▸ SOURCE MATERIAL
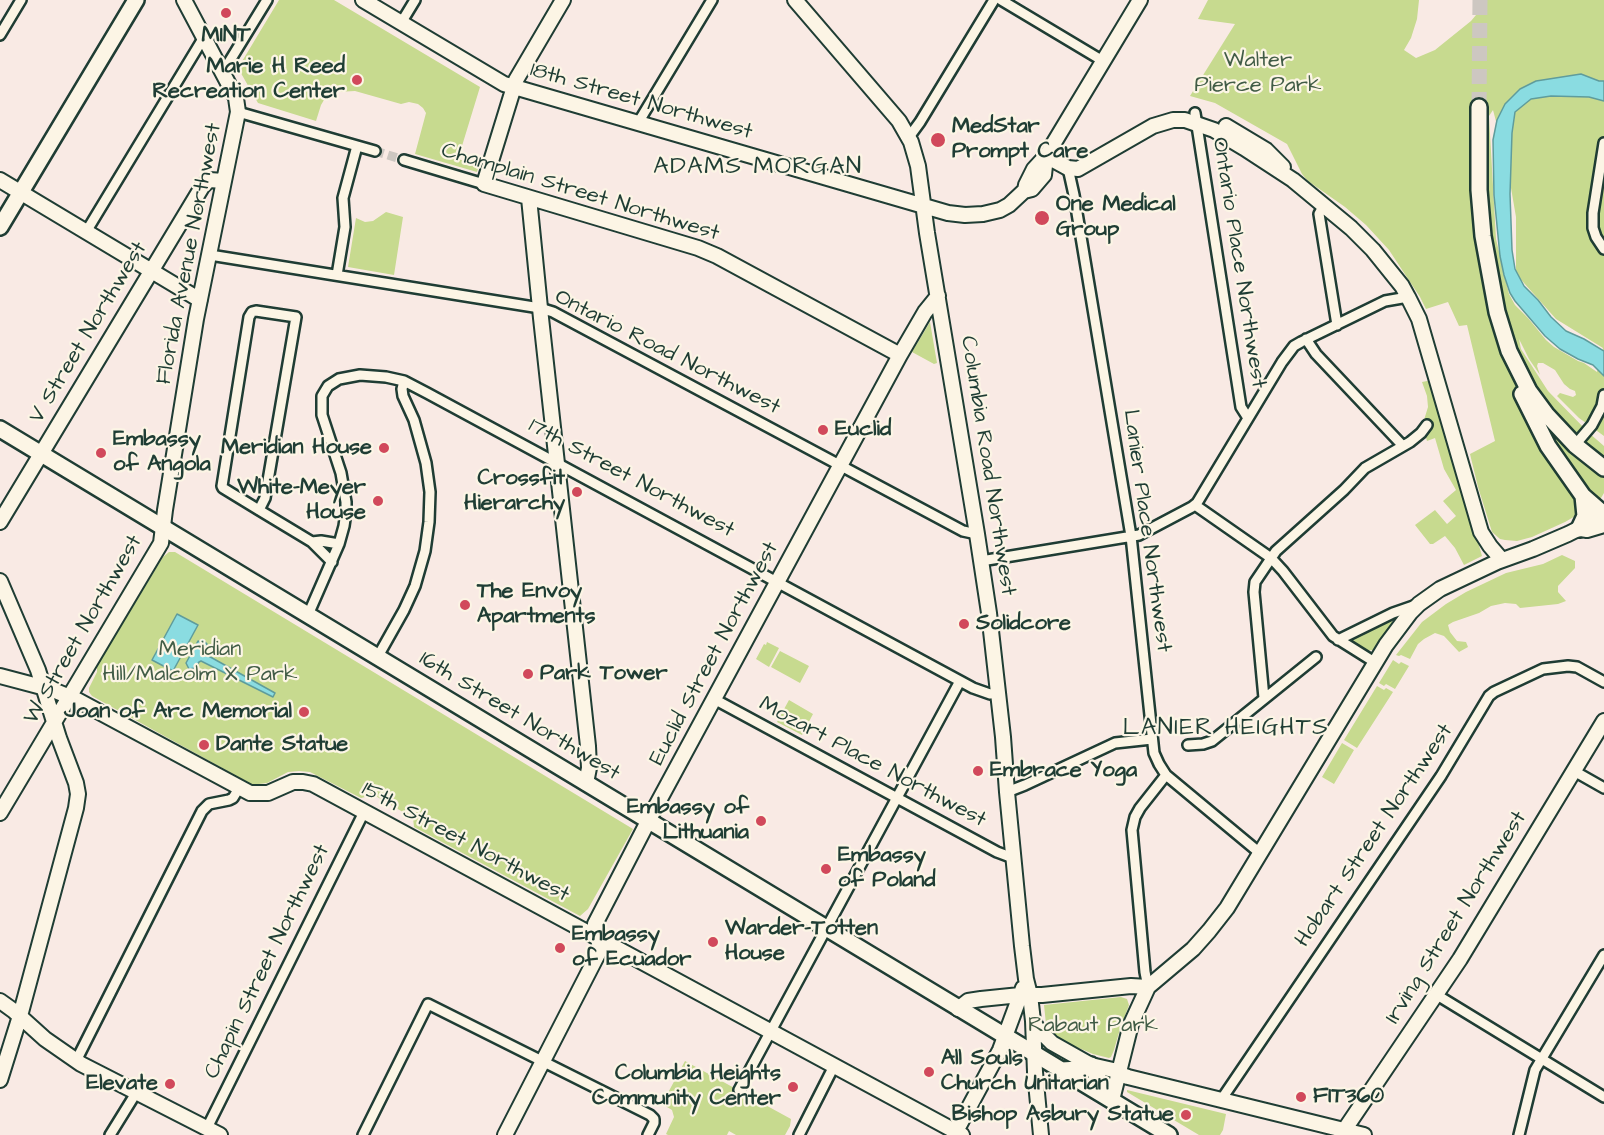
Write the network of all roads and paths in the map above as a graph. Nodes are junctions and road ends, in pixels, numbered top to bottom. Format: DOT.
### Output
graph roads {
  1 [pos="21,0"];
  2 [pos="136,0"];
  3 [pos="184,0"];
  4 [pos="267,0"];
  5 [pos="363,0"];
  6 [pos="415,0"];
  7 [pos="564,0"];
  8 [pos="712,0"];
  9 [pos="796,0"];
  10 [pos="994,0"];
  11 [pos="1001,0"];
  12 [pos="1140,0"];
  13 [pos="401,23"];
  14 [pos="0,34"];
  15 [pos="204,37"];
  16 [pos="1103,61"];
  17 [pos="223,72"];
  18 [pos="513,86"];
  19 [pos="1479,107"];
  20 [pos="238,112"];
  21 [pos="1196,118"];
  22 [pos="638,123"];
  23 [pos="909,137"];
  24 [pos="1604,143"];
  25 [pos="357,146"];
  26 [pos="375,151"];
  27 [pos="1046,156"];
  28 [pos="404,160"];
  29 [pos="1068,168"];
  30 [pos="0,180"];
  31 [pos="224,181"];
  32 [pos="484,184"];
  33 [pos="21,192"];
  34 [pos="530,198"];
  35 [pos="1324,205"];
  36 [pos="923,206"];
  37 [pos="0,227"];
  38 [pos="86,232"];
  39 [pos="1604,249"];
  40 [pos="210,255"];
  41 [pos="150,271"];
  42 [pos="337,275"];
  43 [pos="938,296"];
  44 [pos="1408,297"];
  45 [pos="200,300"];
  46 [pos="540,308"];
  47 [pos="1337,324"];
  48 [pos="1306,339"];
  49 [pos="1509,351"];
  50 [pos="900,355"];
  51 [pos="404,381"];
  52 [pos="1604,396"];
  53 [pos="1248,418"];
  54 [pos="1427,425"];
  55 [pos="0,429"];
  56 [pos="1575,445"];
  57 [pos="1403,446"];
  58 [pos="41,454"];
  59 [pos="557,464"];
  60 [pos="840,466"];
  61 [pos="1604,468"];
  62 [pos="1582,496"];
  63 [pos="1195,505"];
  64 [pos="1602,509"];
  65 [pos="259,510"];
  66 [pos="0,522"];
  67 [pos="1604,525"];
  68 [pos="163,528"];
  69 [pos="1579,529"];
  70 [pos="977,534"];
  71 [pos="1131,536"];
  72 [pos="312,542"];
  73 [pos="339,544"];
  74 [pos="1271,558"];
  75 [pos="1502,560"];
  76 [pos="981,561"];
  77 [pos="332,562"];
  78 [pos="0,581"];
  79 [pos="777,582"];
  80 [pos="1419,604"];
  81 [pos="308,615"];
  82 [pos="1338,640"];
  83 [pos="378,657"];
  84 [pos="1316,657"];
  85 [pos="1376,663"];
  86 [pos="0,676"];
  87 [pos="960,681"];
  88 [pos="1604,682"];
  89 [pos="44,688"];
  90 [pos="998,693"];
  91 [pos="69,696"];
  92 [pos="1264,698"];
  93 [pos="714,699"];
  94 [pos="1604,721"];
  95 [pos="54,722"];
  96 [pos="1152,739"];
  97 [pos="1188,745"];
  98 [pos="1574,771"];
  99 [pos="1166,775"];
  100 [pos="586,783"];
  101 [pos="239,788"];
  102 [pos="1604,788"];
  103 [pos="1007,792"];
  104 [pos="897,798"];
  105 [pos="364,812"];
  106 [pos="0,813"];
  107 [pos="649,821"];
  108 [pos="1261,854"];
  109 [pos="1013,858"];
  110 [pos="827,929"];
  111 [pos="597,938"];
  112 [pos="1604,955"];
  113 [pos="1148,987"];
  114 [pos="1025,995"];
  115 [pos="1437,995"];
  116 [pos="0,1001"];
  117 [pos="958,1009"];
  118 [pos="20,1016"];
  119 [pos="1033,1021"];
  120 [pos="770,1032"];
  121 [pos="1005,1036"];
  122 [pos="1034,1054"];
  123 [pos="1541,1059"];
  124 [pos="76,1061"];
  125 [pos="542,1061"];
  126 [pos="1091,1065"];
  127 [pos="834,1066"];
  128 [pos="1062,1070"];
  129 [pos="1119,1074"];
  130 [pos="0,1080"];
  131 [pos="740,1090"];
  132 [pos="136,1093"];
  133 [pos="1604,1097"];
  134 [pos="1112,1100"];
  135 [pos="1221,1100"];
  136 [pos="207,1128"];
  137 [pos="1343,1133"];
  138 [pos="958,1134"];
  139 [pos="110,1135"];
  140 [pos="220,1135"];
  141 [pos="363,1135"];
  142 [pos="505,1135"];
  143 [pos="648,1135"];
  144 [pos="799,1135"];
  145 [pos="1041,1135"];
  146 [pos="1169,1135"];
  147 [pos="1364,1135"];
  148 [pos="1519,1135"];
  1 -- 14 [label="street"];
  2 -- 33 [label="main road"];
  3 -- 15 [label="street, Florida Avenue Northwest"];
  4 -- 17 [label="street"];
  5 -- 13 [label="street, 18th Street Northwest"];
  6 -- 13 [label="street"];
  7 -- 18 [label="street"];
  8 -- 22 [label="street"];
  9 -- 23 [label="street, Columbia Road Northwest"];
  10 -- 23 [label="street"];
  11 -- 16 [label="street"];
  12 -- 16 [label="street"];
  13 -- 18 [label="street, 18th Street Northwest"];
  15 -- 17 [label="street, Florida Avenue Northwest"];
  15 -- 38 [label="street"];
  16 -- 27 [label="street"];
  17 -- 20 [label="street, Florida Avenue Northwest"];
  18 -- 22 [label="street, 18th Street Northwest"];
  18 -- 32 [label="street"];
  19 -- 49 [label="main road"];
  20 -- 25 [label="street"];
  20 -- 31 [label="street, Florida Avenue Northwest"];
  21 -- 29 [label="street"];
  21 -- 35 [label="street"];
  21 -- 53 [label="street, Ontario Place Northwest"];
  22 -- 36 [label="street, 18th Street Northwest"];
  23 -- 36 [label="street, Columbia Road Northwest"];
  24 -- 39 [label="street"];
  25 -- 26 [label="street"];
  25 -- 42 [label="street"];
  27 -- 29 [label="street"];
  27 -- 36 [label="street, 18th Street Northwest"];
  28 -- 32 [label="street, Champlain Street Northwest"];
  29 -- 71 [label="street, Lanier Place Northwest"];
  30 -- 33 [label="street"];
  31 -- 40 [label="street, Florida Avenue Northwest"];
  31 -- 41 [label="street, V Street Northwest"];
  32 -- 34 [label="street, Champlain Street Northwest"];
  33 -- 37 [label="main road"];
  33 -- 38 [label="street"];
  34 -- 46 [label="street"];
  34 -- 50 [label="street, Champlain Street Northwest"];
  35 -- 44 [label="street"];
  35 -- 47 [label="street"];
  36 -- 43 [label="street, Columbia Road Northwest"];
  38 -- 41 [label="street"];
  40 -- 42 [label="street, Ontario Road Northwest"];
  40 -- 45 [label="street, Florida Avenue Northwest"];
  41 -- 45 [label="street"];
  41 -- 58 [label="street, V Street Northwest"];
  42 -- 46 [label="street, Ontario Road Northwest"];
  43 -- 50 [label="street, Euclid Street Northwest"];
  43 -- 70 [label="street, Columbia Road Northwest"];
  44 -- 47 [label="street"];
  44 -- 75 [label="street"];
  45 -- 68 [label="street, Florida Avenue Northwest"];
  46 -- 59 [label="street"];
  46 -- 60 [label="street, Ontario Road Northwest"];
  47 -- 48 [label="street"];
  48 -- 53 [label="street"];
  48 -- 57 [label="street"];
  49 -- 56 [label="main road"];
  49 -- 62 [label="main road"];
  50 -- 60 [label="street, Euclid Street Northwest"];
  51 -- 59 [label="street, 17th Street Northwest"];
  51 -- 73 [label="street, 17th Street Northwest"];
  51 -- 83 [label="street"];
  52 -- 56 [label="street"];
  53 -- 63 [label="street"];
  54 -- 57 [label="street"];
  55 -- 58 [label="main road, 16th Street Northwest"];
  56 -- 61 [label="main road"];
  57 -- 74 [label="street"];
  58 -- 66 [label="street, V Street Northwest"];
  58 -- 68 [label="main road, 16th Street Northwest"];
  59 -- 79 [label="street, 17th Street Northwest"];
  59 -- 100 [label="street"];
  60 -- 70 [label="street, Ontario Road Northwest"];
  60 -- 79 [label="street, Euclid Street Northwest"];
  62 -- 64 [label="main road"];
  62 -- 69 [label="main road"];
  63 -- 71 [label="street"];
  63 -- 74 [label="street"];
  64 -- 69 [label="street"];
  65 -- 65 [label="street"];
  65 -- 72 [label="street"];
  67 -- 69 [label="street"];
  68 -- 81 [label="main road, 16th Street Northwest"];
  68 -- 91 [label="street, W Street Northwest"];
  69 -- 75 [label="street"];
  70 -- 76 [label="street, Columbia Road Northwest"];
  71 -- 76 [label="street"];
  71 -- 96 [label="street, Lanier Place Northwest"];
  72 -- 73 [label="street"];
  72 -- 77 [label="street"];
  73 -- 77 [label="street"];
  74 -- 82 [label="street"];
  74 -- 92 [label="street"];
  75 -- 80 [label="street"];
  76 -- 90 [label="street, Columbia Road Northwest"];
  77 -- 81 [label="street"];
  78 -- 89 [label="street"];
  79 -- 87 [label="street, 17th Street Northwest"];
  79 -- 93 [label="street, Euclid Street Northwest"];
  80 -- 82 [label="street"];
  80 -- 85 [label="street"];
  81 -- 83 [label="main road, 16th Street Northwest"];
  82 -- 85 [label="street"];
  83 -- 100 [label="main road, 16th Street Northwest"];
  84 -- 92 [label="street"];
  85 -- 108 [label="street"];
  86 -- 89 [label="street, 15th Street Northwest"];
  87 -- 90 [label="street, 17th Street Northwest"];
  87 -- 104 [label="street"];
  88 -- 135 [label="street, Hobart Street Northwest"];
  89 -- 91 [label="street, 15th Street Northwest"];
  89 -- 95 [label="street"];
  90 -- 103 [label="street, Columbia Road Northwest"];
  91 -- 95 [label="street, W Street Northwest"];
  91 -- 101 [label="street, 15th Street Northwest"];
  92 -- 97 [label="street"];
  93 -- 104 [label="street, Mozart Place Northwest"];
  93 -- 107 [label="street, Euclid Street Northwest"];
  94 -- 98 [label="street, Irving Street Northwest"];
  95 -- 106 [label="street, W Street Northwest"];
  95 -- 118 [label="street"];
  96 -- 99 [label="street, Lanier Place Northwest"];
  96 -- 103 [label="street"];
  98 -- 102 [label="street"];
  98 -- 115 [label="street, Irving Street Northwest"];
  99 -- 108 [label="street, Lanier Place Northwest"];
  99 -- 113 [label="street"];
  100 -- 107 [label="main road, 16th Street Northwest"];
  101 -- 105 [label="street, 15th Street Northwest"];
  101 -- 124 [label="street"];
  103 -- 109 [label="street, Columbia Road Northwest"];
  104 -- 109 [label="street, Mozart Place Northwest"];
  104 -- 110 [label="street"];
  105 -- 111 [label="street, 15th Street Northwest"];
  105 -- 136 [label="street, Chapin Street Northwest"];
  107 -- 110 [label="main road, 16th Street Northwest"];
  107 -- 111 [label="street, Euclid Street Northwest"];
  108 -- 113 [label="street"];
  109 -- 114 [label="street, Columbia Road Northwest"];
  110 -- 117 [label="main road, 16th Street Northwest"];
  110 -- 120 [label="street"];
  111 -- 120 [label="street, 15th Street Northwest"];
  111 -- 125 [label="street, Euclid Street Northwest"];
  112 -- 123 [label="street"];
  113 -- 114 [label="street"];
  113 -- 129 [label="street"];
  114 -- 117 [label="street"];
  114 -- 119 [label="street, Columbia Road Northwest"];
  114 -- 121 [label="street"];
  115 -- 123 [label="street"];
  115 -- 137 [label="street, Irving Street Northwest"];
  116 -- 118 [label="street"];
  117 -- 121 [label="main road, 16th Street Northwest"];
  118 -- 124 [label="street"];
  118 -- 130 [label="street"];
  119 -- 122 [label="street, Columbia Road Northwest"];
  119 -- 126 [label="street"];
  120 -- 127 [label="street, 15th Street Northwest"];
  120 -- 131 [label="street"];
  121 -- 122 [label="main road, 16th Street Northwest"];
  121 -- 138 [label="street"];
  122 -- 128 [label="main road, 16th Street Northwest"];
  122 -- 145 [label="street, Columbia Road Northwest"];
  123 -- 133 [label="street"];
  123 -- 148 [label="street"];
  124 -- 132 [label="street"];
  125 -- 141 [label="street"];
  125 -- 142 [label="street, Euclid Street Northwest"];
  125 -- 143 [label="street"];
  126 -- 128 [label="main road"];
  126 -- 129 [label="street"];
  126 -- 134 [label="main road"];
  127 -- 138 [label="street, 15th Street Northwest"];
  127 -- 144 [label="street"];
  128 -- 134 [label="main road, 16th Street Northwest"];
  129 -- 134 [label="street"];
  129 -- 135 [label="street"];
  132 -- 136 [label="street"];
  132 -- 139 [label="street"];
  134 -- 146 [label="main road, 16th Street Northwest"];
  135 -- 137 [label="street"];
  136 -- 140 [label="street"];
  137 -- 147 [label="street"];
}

▸ YOUR INSTRUCTIONS
Would you copy out every line in the records that includes the string "Place"?

▸ SOLUTION
  21 -- 53 [label="street, Ontario Place Northwest"];
  29 -- 71 [label="street, Lanier Place Northwest"];
  71 -- 96 [label="street, Lanier Place Northwest"];
  93 -- 104 [label="street, Mozart Place Northwest"];
  96 -- 99 [label="street, Lanier Place Northwest"];
  99 -- 108 [label="street, Lanier Place Northwest"];
  104 -- 109 [label="street, Mozart Place Northwest"];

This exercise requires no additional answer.